>>>
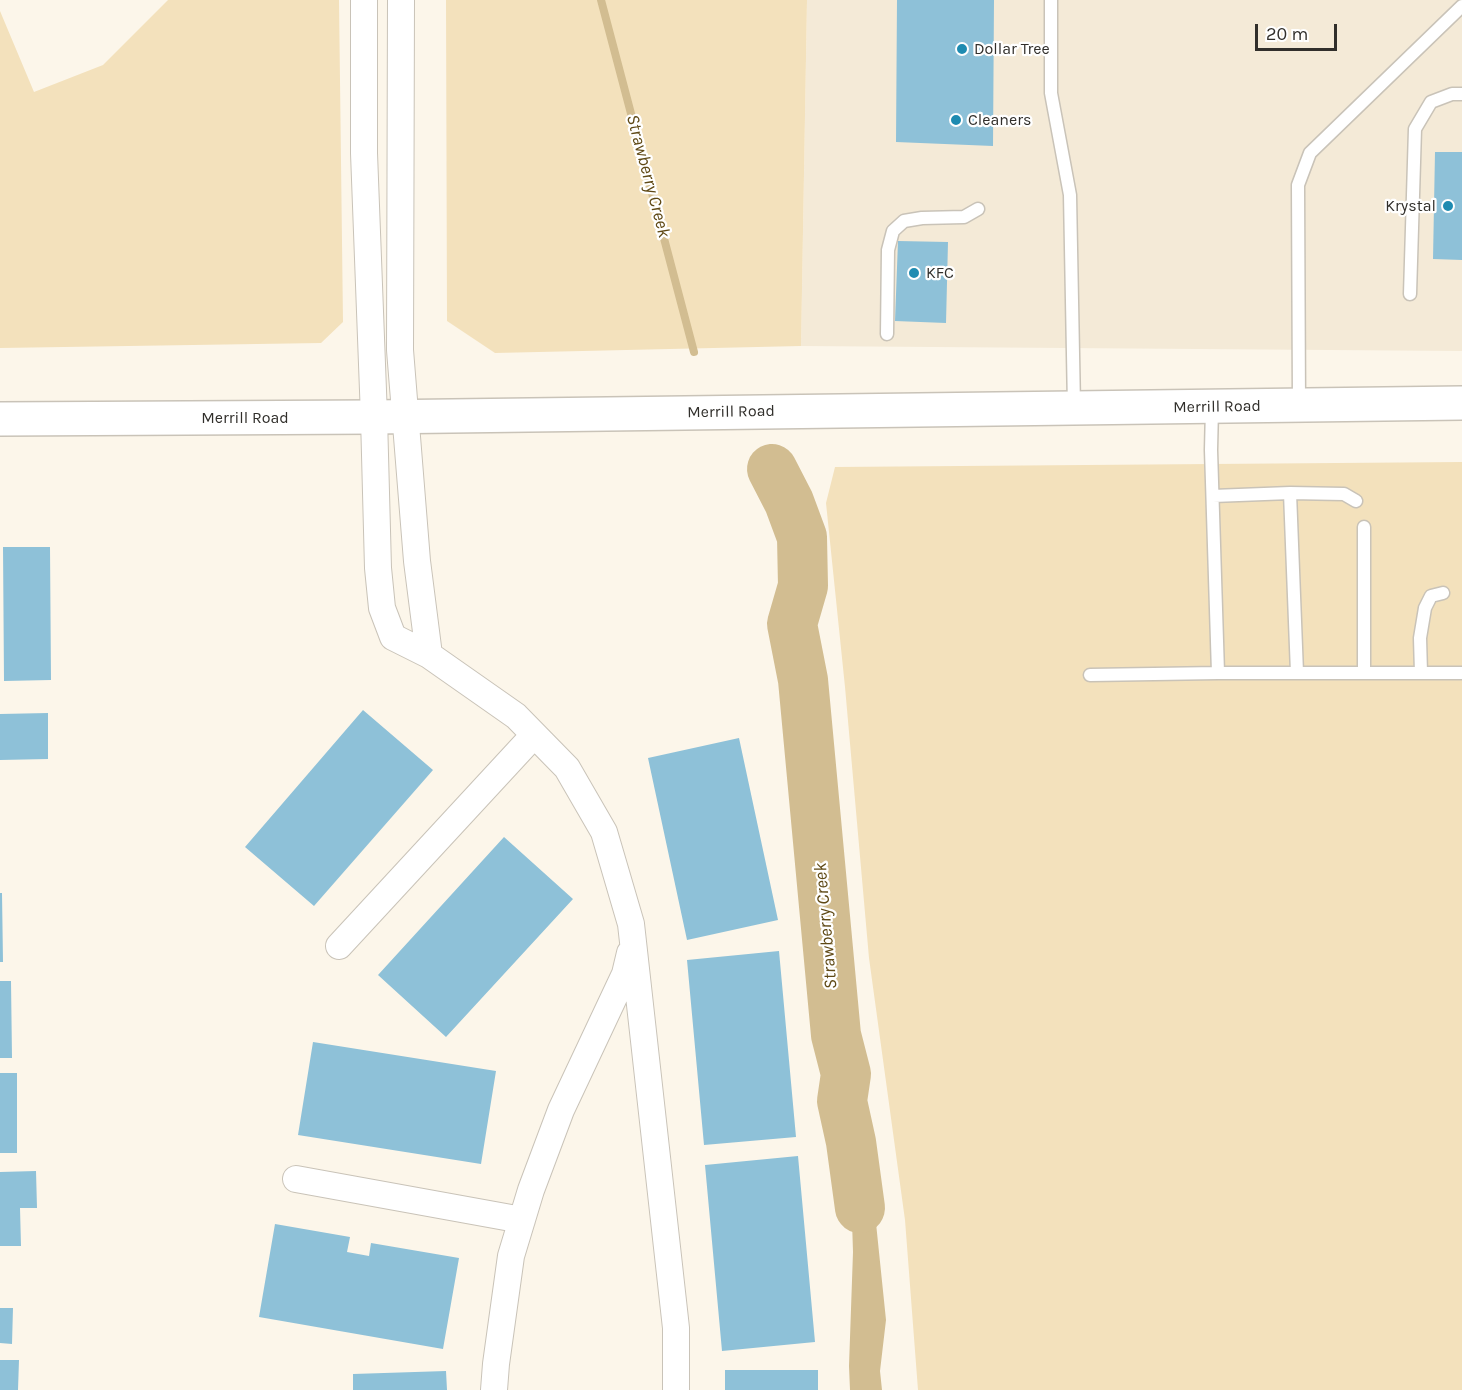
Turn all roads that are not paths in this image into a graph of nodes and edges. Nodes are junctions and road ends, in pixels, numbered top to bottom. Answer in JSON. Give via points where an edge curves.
{"nodes":[{"id":1,"x":364,"y":0,"type":"edge"},
{"id":2,"x":401,"y":0,"type":"edge"},
{"id":3,"x":1051,"y":0,"type":"edge"},
{"id":4,"x":1462,"y":6,"type":"edge"},
{"id":5,"x":1462,"y":94,"type":"edge"},
{"id":6,"x":978,"y":209,"type":"dead end"},
{"id":7,"x":1410,"y":294,"type":"dead end"},
{"id":8,"x":887,"y":334,"type":"dead end"},
{"id":9,"x":1462,"y":404,"type":"edge"},
{"id":10,"x":1299,"y":406,"type":"junction"},
{"id":11,"x":1212,"y":407,"type":"junction"},
{"id":12,"x":1074,"y":408,"type":"junction"},
{"id":13,"x":390,"y":416,"type":"junction"},
{"id":14,"x":0,"y":419,"type":"edge"},
{"id":15,"x":1290,"y":493,"type":"junction"},
{"id":16,"x":1213,"y":496,"type":"junction"},
{"id":17,"x":1356,"y":501,"type":"dead end"},
{"id":18,"x":1364,"y":528,"type":"dead end"},
{"id":19,"x":1443,"y":593,"type":"dead end"},
{"id":20,"x":429,"y":655,"type":"junction"},
{"id":21,"x":1218,"y":673,"type":"junction"},
{"id":22,"x":1297,"y":673,"type":"junction"},
{"id":23,"x":1364,"y":673,"type":"junction"},
{"id":24,"x":1421,"y":673,"type":"junction"},
{"id":25,"x":1462,"y":673,"type":"edge"},
{"id":26,"x":1090,"y":675,"type":"dead end"},
{"id":27,"x":534,"y":735,"type":"junction"},
{"id":28,"x":633,"y":937,"type":"junction"},
{"id":29,"x":339,"y":946,"type":"dead end"},
{"id":30,"x":296,"y":1179,"type":"dead end"},
{"id":31,"x":522,"y":1220,"type":"junction"},
{"id":32,"x":494,"y":1390,"type":"edge"},
{"id":33,"x":676,"y":1390,"type":"edge"}],
"edges":[{"from":1,"to":13,"type":"street","via":[[364,153]]},
{"from":2,"to":13,"type":"street","via":[[400,350]]},
{"from":3,"to":12,"type":"lane","via":[[1051,93],[1070,195]]},
{"from":4,"to":10,"type":"lane","via":[[1310,153],[1298,185]]},
{"from":5,"to":7,"type":"lane","via":[[1431,102],[1415,129]]},
{"from":6,"to":8,"type":"lane","via":[[964,217],[904,221],[893,231],[888,250]]},
{"from":9,"to":10,"type":"main road","name":"Merrill Road"},
{"from":10,"to":11,"type":"main road","name":"Merrill Road"},
{"from":11,"to":12,"type":"main road","name":"Merrill Road"},
{"from":11,"to":16,"type":"lane"},
{"from":12,"to":13,"type":"main road","name":"Merrill Road"},
{"from":13,"to":14,"type":"main road","name":"Merrill Road"},
{"from":13,"to":20,"type":"street","via":[[417,561]]},
{"from":13,"to":20,"type":"street","via":[[378,568],[382,609],[393,637]]},
{"from":15,"to":16,"type":"lane"},
{"from":15,"to":17,"type":"lane","via":[[1344,494]]},
{"from":15,"to":22,"type":"lane"},
{"from":16,"to":21,"type":"lane"},
{"from":18,"to":23,"type":"lane"},
{"from":19,"to":24,"type":"lane","via":[[1431,596],[1425,608],[1420,639]]},
{"from":20,"to":27,"type":"street","via":[[516,716]]},
{"from":21,"to":22,"type":"lane"},
{"from":21,"to":26,"type":"lane"},
{"from":22,"to":23,"type":"lane"},
{"from":23,"to":24,"type":"lane"},
{"from":24,"to":25,"type":"lane"},
{"from":27,"to":28,"type":"street","via":[[567,768],[604,832]]},
{"from":27,"to":29,"type":"street"},
{"from":28,"to":31,"type":"street","via":[[626,974],[561,1110]]},
{"from":28,"to":33,"type":"street","via":[[676,1328]]},
{"from":30,"to":31,"type":"street"},
{"from":31,"to":32,"type":"street","via":[[511,1256]]}]}
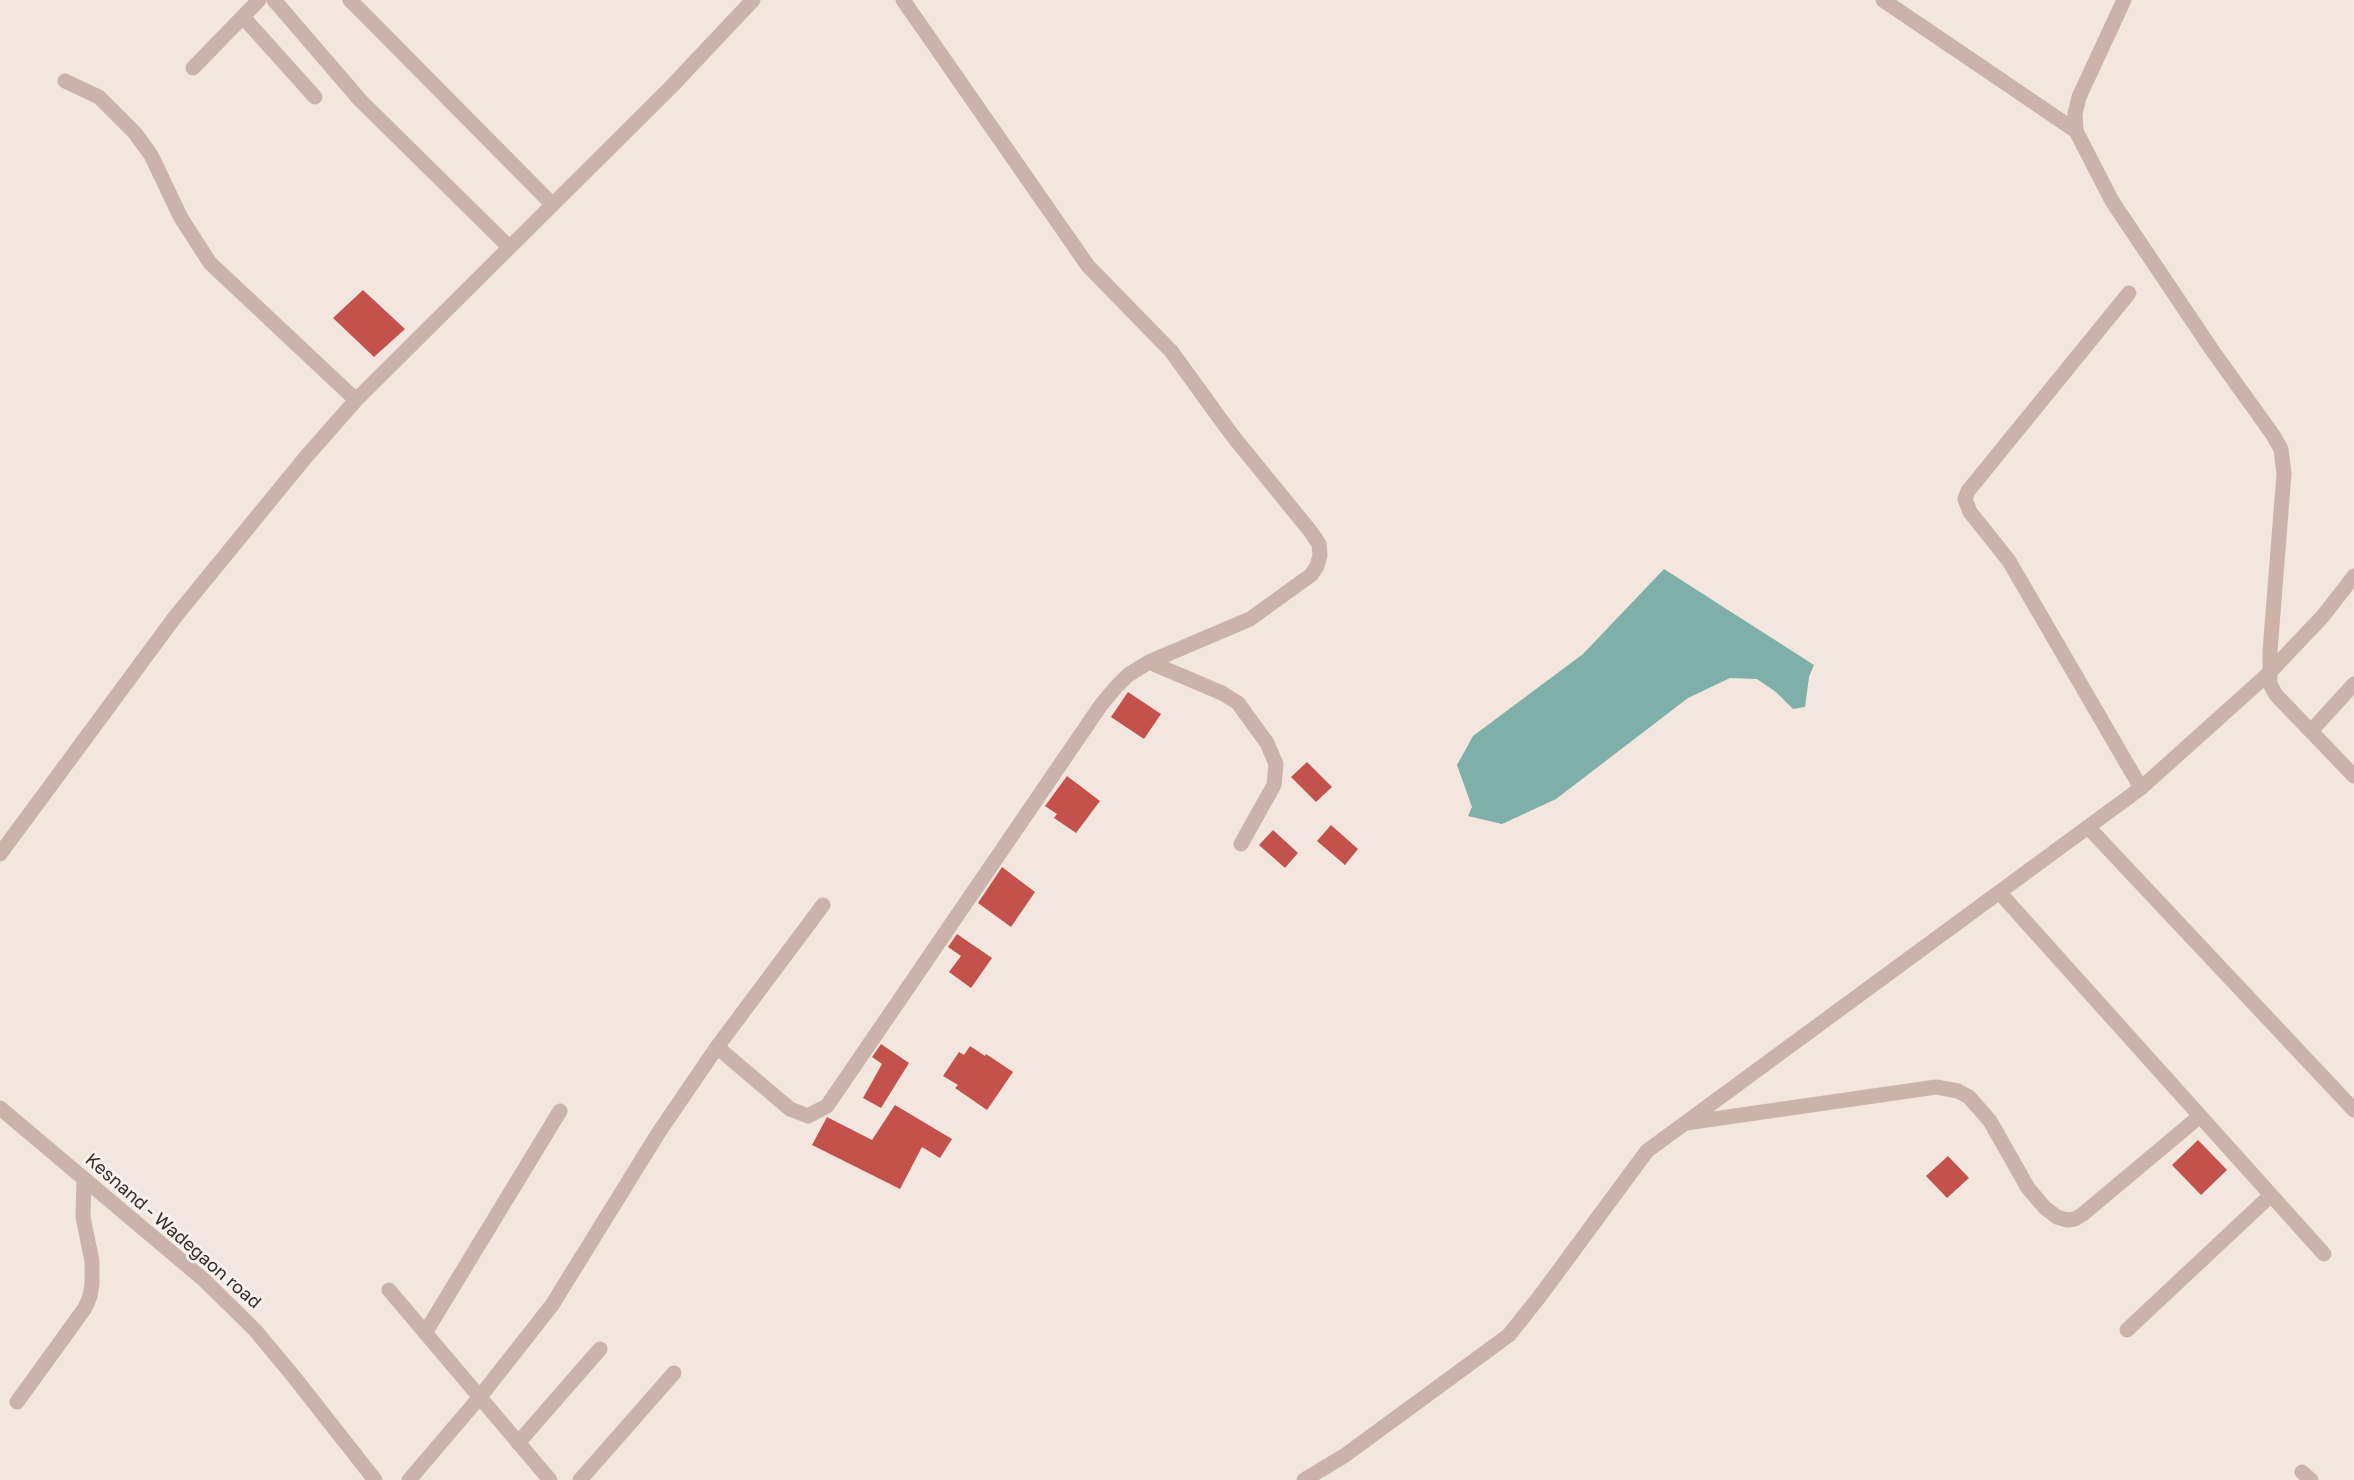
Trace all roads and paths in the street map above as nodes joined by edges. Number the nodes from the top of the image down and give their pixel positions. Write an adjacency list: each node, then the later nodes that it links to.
1 (259, 0): 8 (street)
2 (274, 0): 14 (street)
3 (350, 0): 13 (street)
4 (753, 0): 13 (street)
5 (903, 0): 18 (street)
6 (1883, 0): 12 (street)
7 (2124, 0): 12 (street)
8 (243, 17): 9 (street); 11 (street)
9 (193, 68)
10 (65, 81): 16 (street)
11 (315, 97)
12 (2076, 131): 19 (street)
13 (552, 204): 14 (street)
14 (508, 247): 16 (street)
15 (2129, 293): 23 (street)
16 (356, 400): 26 (street)
17 (2354, 576): 19 (street)
18 (1149, 662): 25 (street); 29 (street)
19 (2268, 674): 21 (street); 23 (street)
20 (2354, 684): 21 (street)
21 (2311, 731): 22 (street)
22 (2354, 776)
23 (2141, 788): 24 (street)
24 (2088, 827): 27 (street); 31 (street)
25 (1241, 844)
26 (0, 854)
27 (1999, 892): 33 (street); 34 (street)
28 (823, 905): 29 (street)
29 (717, 1047): 43 (street)
30 (0, 1108): 35 (street, Kesnand - Wadegaon road)
31 (2354, 1110)
32 (560, 1111): 40 (street)
33 (2200, 1116): 34 (street); 36 (street)
34 (1684, 1124): 50 (street)
35 (84, 1179): 44 (street); 46 (street, Kesnand - Wadegaon road)
36 (2271, 1195): 37 (street); 39 (street)
37 (2324, 1254)
38 (389, 1290): 40 (street)
39 (2127, 1330)
40 (425, 1333): 43 (street)
41 (600, 1348): 45 (street)
42 (674, 1373): 49 (street)
43 (479, 1398): 45 (street); 47 (street)
44 (17, 1402)
45 (518, 1443): 48 (street)
46 (375, 1480)
47 (409, 1480)
48 (550, 1480)
49 (580, 1480)
50 (1304, 1480)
<<<
▸ WHAT IS EXPECTED: Your copy of the records must match them exactly, except that no pictures appear in it.

▸ TASK OUTPUT:
Turn all roads that are not paths in this image into a graph of nodes and edges. Nodes are junctions and road ends, in pixels, numbered top to bottom. Answer in JSON. Give via points where an edge curves.
{"nodes":[{"id":1,"x":364,"y":0,"type":"edge"},
{"id":2,"x":401,"y":0,"type":"edge"},
{"id":3,"x":1051,"y":0,"type":"edge"},
{"id":4,"x":1462,"y":6,"type":"edge"},
{"id":5,"x":1462,"y":94,"type":"edge"},
{"id":6,"x":978,"y":209,"type":"dead end"},
{"id":7,"x":1410,"y":294,"type":"dead end"},
{"id":8,"x":887,"y":334,"type":"dead end"},
{"id":9,"x":1462,"y":404,"type":"edge"},
{"id":10,"x":1299,"y":406,"type":"junction"},
{"id":11,"x":1212,"y":407,"type":"junction"},
{"id":12,"x":1074,"y":408,"type":"junction"},
{"id":13,"x":390,"y":416,"type":"junction"},
{"id":14,"x":0,"y":419,"type":"edge"},
{"id":15,"x":1290,"y":493,"type":"junction"},
{"id":16,"x":1213,"y":496,"type":"junction"},
{"id":17,"x":1356,"y":501,"type":"dead end"},
{"id":18,"x":1364,"y":528,"type":"dead end"},
{"id":19,"x":1443,"y":593,"type":"dead end"},
{"id":20,"x":429,"y":655,"type":"junction"},
{"id":21,"x":1218,"y":673,"type":"junction"},
{"id":22,"x":1297,"y":673,"type":"junction"},
{"id":23,"x":1364,"y":673,"type":"junction"},
{"id":24,"x":1421,"y":673,"type":"junction"},
{"id":25,"x":1462,"y":673,"type":"edge"},
{"id":26,"x":1090,"y":675,"type":"dead end"},
{"id":27,"x":534,"y":735,"type":"junction"},
{"id":28,"x":633,"y":937,"type":"junction"},
{"id":29,"x":339,"y":946,"type":"dead end"},
{"id":30,"x":296,"y":1179,"type":"dead end"},
{"id":31,"x":522,"y":1220,"type":"junction"},
{"id":32,"x":494,"y":1390,"type":"edge"},
{"id":33,"x":676,"y":1390,"type":"edge"}],
"edges":[{"from":1,"to":13,"type":"street","via":[[364,153]]},
{"from":2,"to":13,"type":"street","via":[[400,350]]},
{"from":3,"to":12,"type":"lane","via":[[1051,93],[1070,195]]},
{"from":4,"to":10,"type":"lane","via":[[1310,153],[1298,185]]},
{"from":5,"to":7,"type":"lane","via":[[1431,102],[1415,129]]},
{"from":6,"to":8,"type":"lane","via":[[964,217],[904,221],[893,231],[888,250]]},
{"from":9,"to":10,"type":"main road","name":"Merrill Road"},
{"from":10,"to":11,"type":"main road","name":"Merrill Road"},
{"from":11,"to":12,"type":"main road","name":"Merrill Road"},
{"from":11,"to":16,"type":"lane"},
{"from":12,"to":13,"type":"main road","name":"Merrill Road"},
{"from":13,"to":14,"type":"main road","name":"Merrill Road"},
{"from":13,"to":20,"type":"street","via":[[417,561]]},
{"from":13,"to":20,"type":"street","via":[[378,568],[382,609],[393,637]]},
{"from":15,"to":16,"type":"lane"},
{"from":15,"to":17,"type":"lane","via":[[1344,494]]},
{"from":15,"to":22,"type":"lane"},
{"from":16,"to":21,"type":"lane"},
{"from":18,"to":23,"type":"lane"},
{"from":19,"to":24,"type":"lane","via":[[1431,596],[1425,608],[1420,639]]},
{"from":20,"to":27,"type":"street","via":[[516,716]]},
{"from":21,"to":22,"type":"lane"},
{"from":21,"to":26,"type":"lane"},
{"from":22,"to":23,"type":"lane"},
{"from":23,"to":24,"type":"lane"},
{"from":24,"to":25,"type":"lane"},
{"from":27,"to":28,"type":"street","via":[[567,768],[604,832]]},
{"from":27,"to":29,"type":"street"},
{"from":28,"to":31,"type":"street","via":[[626,974],[561,1110]]},
{"from":28,"to":33,"type":"street","via":[[676,1328]]},
{"from":30,"to":31,"type":"street"},
{"from":31,"to":32,"type":"street","via":[[511,1256]]}]}
Trace all roads and paths in the street map above as nodes joined by edges. Number the nodes from the top of the image down and give their pixel positions. Write an adjacency list: each node, then the later nodes that it links to.
1 (259, 0): 8 (street)
2 (274, 0): 14 (street)
3 (350, 0): 13 (street)
4 (753, 0): 13 (street)
5 (903, 0): 18 (street)
6 (1883, 0): 12 (street)
7 (2124, 0): 12 (street)
8 (243, 17): 9 (street); 11 (street)
9 (193, 68)
10 (65, 81): 16 (street)
11 (315, 97)
12 (2076, 131): 19 (street)
13 (552, 204): 14 (street)
14 (508, 247): 16 (street)
15 (2129, 293): 23 (street)
16 (356, 400): 26 (street)
17 (2354, 576): 19 (street)
18 (1149, 662): 25 (street); 29 (street)
19 (2268, 674): 21 (street); 23 (street)
20 (2354, 684): 21 (street)
21 (2311, 731): 22 (street)
22 (2354, 776)
23 (2141, 788): 24 (street)
24 (2088, 827): 27 (street); 31 (street)
25 (1241, 844)
26 (0, 854)
27 (1999, 892): 33 (street); 34 (street)
28 (823, 905): 29 (street)
29 (717, 1047): 43 (street)
30 (0, 1108): 35 (street, Kesnand - Wadegaon road)
31 (2354, 1110)
32 (560, 1111): 40 (street)
33 (2200, 1116): 34 (street); 36 (street)
34 (1684, 1124): 50 (street)
35 (84, 1179): 44 (street); 46 (street, Kesnand - Wadegaon road)
36 (2271, 1195): 37 (street); 39 (street)
37 (2324, 1254)
38 (389, 1290): 40 (street)
39 (2127, 1330)
40 (425, 1333): 43 (street)
41 (600, 1348): 45 (street)
42 (674, 1373): 49 (street)
43 (479, 1398): 45 (street); 47 (street)
44 (17, 1402)
45 (518, 1443): 48 (street)
46 (375, 1480)
47 (409, 1480)
48 (550, 1480)
49 (580, 1480)
50 (1304, 1480)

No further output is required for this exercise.